= New Zealand official war artists =

New Zealand official war artists are those whose artwork becomes a part of the record of New Zealanders' lives during times of war. In New Zealand, the title of appointed "war artist" changed to "army artist" after the two world wars.

Some were soldier-artists whose sketches and other artworks captured aspect of war through art. This might be a pictorial record or it might commemorate how "war shapes lives".

War artists have explored a visual and sensory dimension of war which is often absent in written histories or other accounts of warfare. Official war artists have been appointed by governments for information or propaganda purposes and to record events on the battlefield; but there are many other types of war artist.

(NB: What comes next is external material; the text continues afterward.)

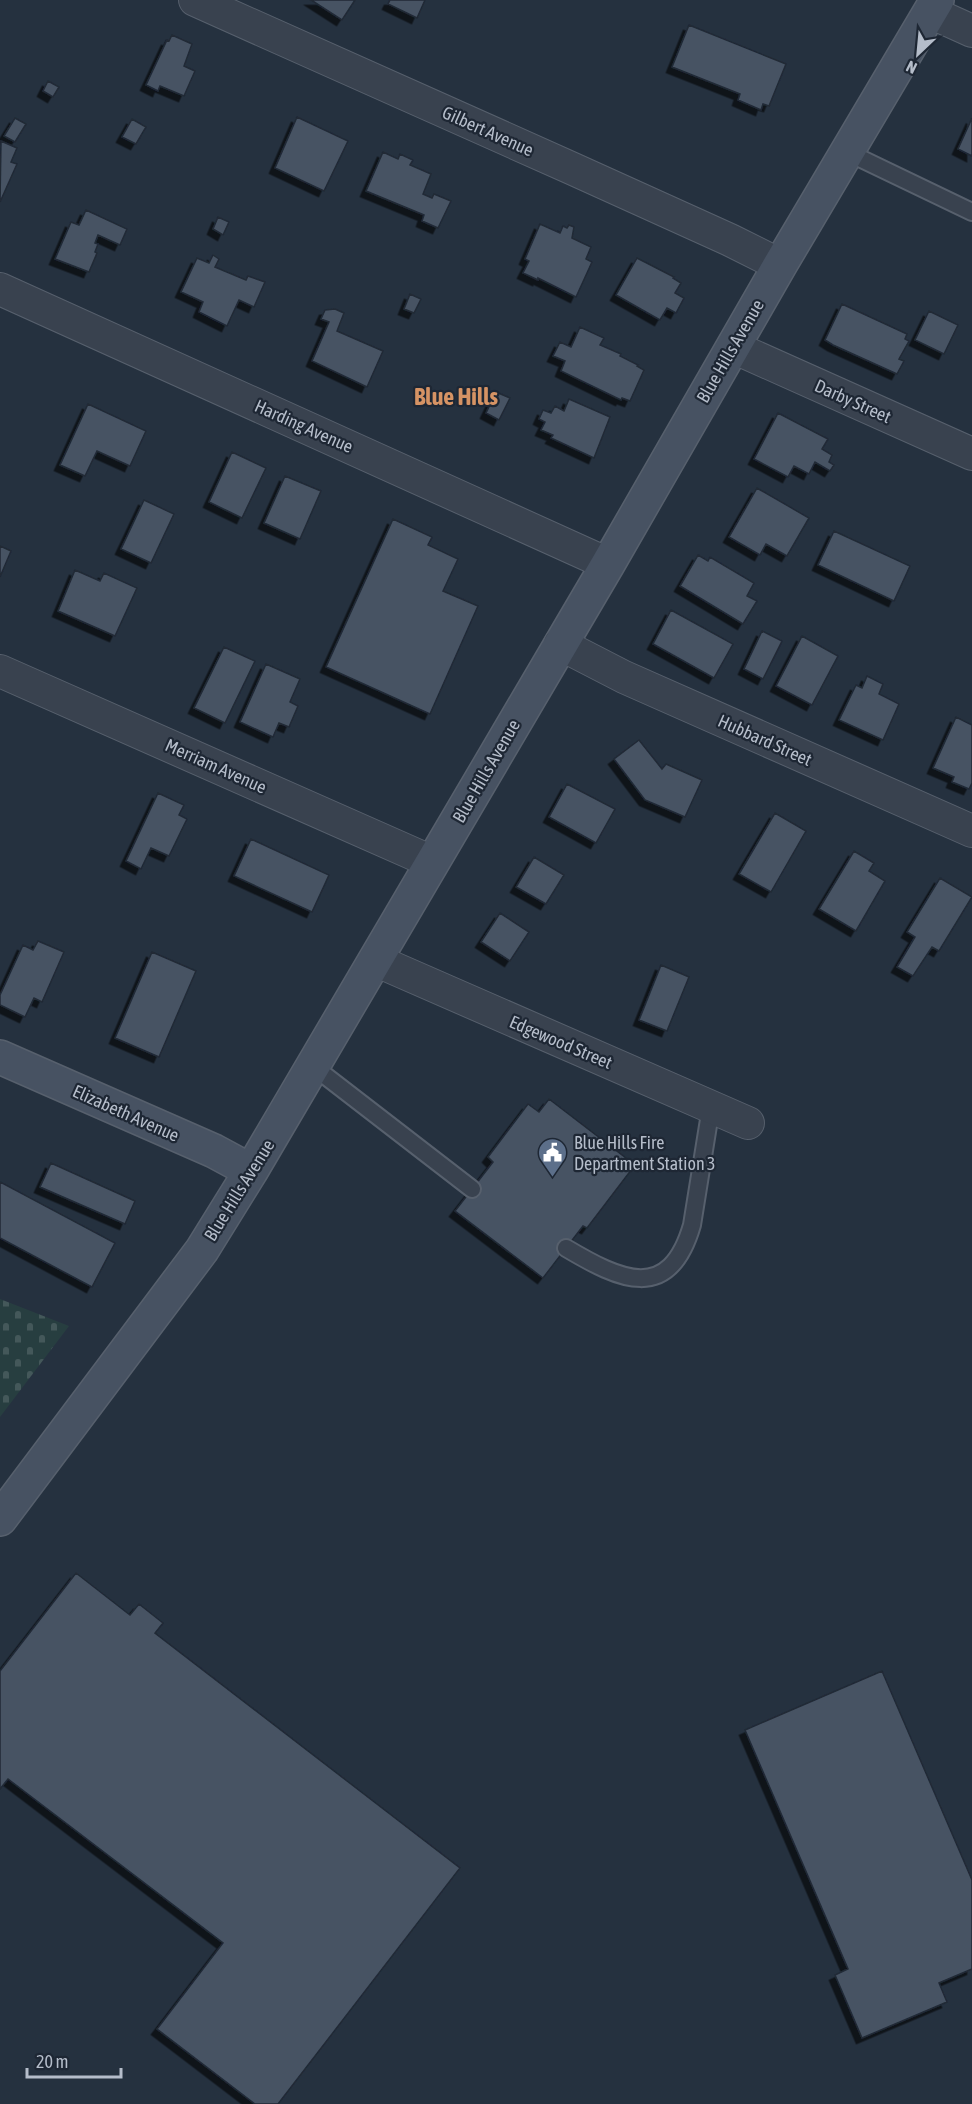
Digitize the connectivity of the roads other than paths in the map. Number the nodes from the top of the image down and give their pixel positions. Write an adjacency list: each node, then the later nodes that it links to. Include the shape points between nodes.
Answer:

The works produced by war artists illustrate and record many aspects of war, and the individual's experience of war, whether allied or enemy, service or civilian, military or political, social or cultural. The rôle of the artist and his work embraces the causes, course and consequences of conflict and it has an essentially educational purpose. New Zealand's National Art Gallery considered the collection to be of historic rather than artistic worth; and few were displayed.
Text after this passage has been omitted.